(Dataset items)
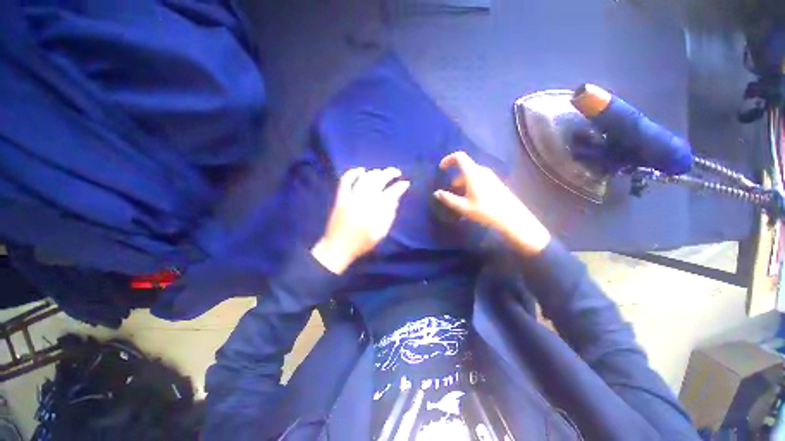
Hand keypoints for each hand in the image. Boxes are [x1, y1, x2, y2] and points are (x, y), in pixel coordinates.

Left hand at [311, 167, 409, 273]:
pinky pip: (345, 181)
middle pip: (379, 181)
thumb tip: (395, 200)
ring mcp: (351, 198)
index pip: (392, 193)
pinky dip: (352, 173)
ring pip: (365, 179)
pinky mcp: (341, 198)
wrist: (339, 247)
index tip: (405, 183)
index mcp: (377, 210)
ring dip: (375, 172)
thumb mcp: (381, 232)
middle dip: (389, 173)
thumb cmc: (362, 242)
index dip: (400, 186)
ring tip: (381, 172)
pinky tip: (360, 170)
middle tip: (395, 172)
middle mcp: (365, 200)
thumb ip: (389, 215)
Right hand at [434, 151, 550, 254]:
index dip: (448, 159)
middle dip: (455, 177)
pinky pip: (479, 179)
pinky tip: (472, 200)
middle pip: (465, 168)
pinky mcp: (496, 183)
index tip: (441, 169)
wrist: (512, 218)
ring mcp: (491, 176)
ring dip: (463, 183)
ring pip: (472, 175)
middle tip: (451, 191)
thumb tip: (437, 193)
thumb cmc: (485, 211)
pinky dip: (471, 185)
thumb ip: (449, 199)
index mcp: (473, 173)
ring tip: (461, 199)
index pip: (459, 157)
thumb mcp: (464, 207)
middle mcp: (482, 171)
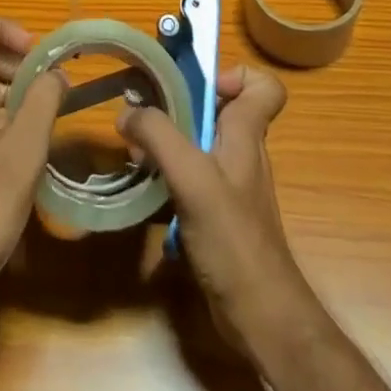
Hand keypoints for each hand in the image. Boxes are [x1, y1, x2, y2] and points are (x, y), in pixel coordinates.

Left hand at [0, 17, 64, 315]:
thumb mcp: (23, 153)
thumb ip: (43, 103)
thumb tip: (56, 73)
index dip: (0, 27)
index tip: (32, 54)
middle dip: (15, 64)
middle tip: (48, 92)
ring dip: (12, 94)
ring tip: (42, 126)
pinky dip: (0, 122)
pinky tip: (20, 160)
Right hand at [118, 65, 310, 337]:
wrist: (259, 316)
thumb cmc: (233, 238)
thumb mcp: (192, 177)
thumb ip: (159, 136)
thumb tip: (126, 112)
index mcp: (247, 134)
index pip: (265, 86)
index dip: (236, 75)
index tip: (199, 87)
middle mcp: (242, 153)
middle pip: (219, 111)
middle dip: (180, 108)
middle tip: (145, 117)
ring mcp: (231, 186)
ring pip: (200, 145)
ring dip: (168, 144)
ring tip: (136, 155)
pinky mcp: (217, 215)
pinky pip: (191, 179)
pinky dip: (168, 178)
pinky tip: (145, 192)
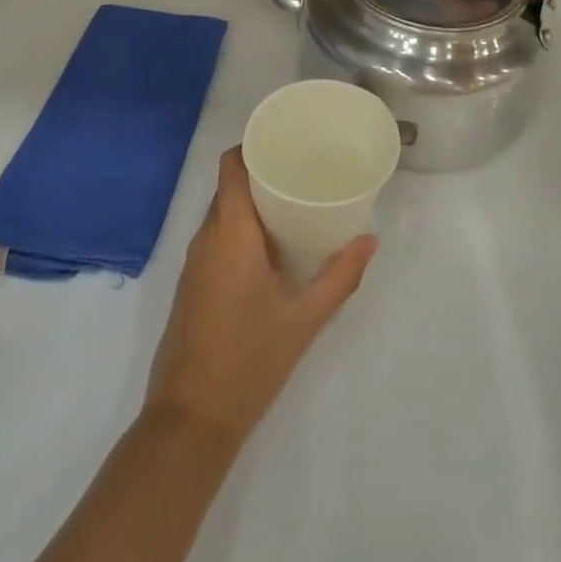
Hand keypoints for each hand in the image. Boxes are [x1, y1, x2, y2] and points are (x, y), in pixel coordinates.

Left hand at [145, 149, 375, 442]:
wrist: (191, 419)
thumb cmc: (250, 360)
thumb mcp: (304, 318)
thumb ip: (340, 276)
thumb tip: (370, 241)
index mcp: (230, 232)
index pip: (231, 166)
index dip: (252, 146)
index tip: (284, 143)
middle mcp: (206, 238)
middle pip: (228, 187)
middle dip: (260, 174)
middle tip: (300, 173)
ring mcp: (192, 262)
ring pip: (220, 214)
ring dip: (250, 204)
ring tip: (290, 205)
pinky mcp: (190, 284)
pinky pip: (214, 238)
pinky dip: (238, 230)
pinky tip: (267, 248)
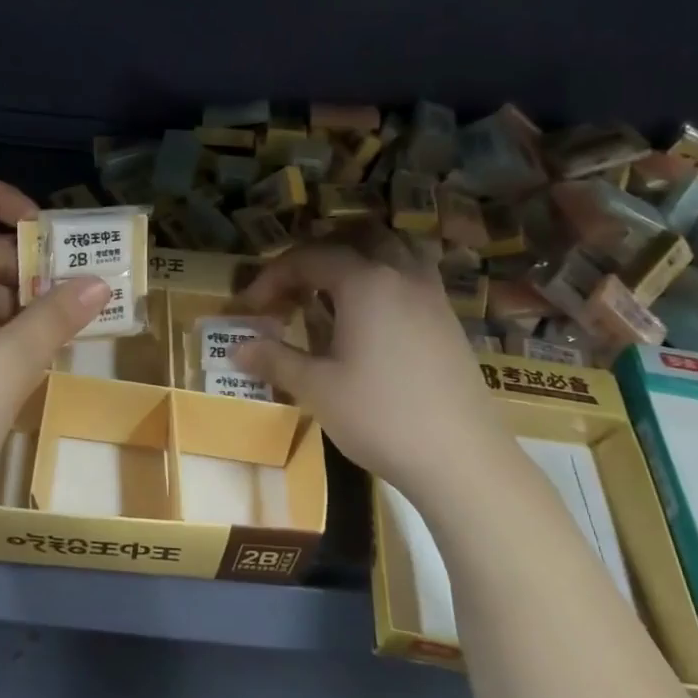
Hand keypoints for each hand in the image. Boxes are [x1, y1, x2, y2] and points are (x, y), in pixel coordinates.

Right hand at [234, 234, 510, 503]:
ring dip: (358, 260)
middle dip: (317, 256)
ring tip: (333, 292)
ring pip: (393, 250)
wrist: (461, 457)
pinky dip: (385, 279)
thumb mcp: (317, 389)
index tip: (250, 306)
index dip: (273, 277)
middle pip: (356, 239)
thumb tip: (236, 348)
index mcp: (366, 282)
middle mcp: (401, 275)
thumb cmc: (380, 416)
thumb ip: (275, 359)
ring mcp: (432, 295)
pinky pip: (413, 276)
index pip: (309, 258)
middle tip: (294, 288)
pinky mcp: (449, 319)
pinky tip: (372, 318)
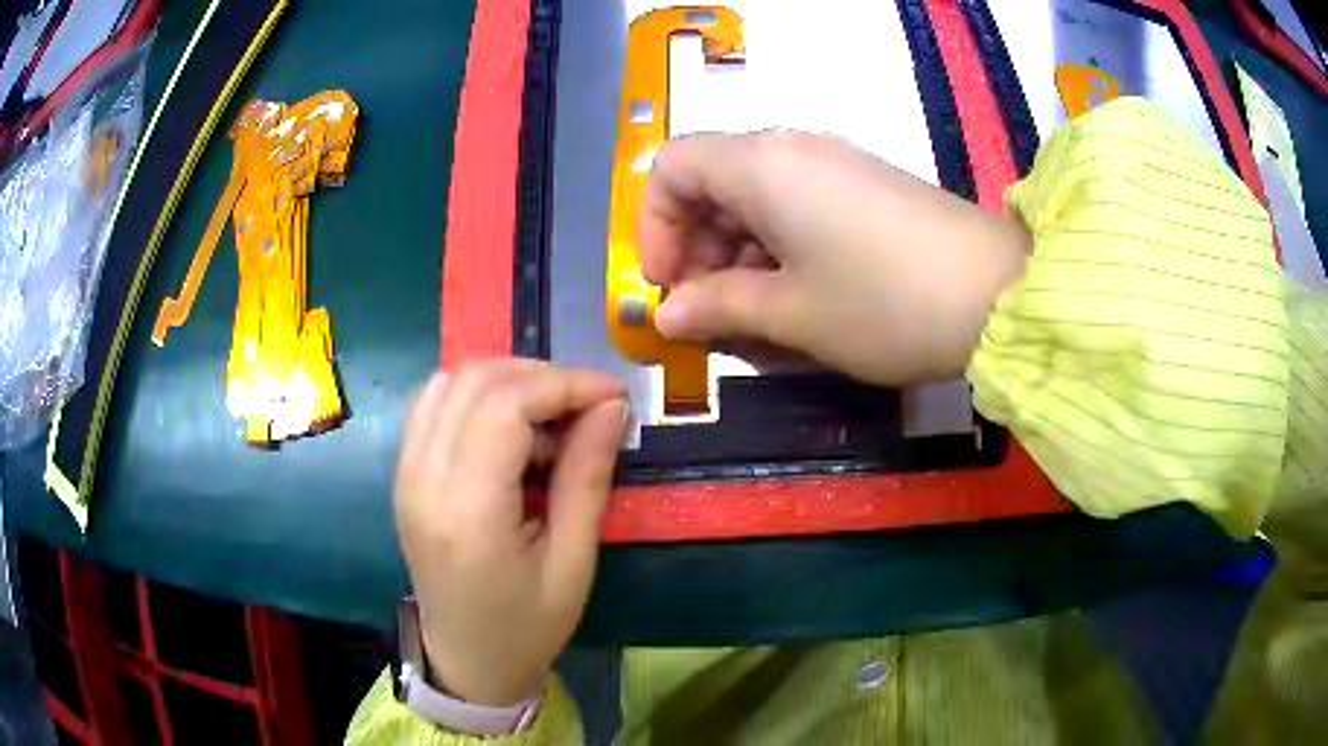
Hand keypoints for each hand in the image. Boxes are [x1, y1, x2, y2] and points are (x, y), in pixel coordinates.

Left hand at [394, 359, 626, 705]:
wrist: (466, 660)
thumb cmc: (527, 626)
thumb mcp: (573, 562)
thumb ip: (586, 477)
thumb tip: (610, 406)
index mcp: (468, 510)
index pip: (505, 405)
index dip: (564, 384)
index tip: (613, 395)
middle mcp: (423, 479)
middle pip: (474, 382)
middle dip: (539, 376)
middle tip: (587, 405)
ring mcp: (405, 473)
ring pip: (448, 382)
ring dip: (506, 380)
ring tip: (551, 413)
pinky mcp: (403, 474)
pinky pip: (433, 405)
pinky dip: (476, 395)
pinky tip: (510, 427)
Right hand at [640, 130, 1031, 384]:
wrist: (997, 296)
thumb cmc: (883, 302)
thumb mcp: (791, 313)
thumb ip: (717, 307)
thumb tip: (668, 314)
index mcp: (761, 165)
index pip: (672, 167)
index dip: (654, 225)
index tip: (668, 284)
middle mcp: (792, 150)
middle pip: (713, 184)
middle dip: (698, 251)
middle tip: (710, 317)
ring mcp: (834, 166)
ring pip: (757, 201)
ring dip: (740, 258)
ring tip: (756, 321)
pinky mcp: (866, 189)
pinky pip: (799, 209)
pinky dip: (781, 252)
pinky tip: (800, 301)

▸ Task:
The answer must be the lines above from the one containing "index dip: (0, 27)" through the one containing "index pip: (231, 166)", reproduced exactly, with no pictures and nothing else.

▸ Response below:
index dip: (0, 27)
index tip: (32, 54)
middle dip: (15, 64)
middle tip: (48, 92)
ring dip: (12, 94)
ring tip: (42, 126)
pinky dip: (0, 122)
pinky tip: (20, 160)
Right hand at [118, 65, 310, 337]:
wrist: (259, 316)
thumb cmc: (233, 238)
thumb mcp: (192, 177)
thumb ip: (159, 136)
thumb tip: (126, 112)
index mcp: (247, 134)
index pip: (265, 86)
index dip: (236, 75)
index tip: (199, 87)
middle mcp: (242, 153)
middle pip: (219, 111)
middle dip: (180, 108)
middle tip: (145, 117)
ring mcp: (231, 186)
ring pip: (200, 145)
ring dip: (168, 144)
ring tip: (136, 155)
pinky mcp: (217, 215)
pinky pip: (191, 179)
pinky dip: (168, 178)
pinky tip: (145, 192)
Hand keypoints for each hand in the image. Boxes are [x1, y1, x2, y2] and points are (x, y), in pixel coordinates.

Left hand at [145, 149, 375, 442]:
wrist: (191, 419)
thumb cmc: (250, 360)
thumb mcp: (304, 318)
thumb ip: (340, 276)
thumb tip: (370, 241)
index mcp: (230, 232)
index pip: (231, 166)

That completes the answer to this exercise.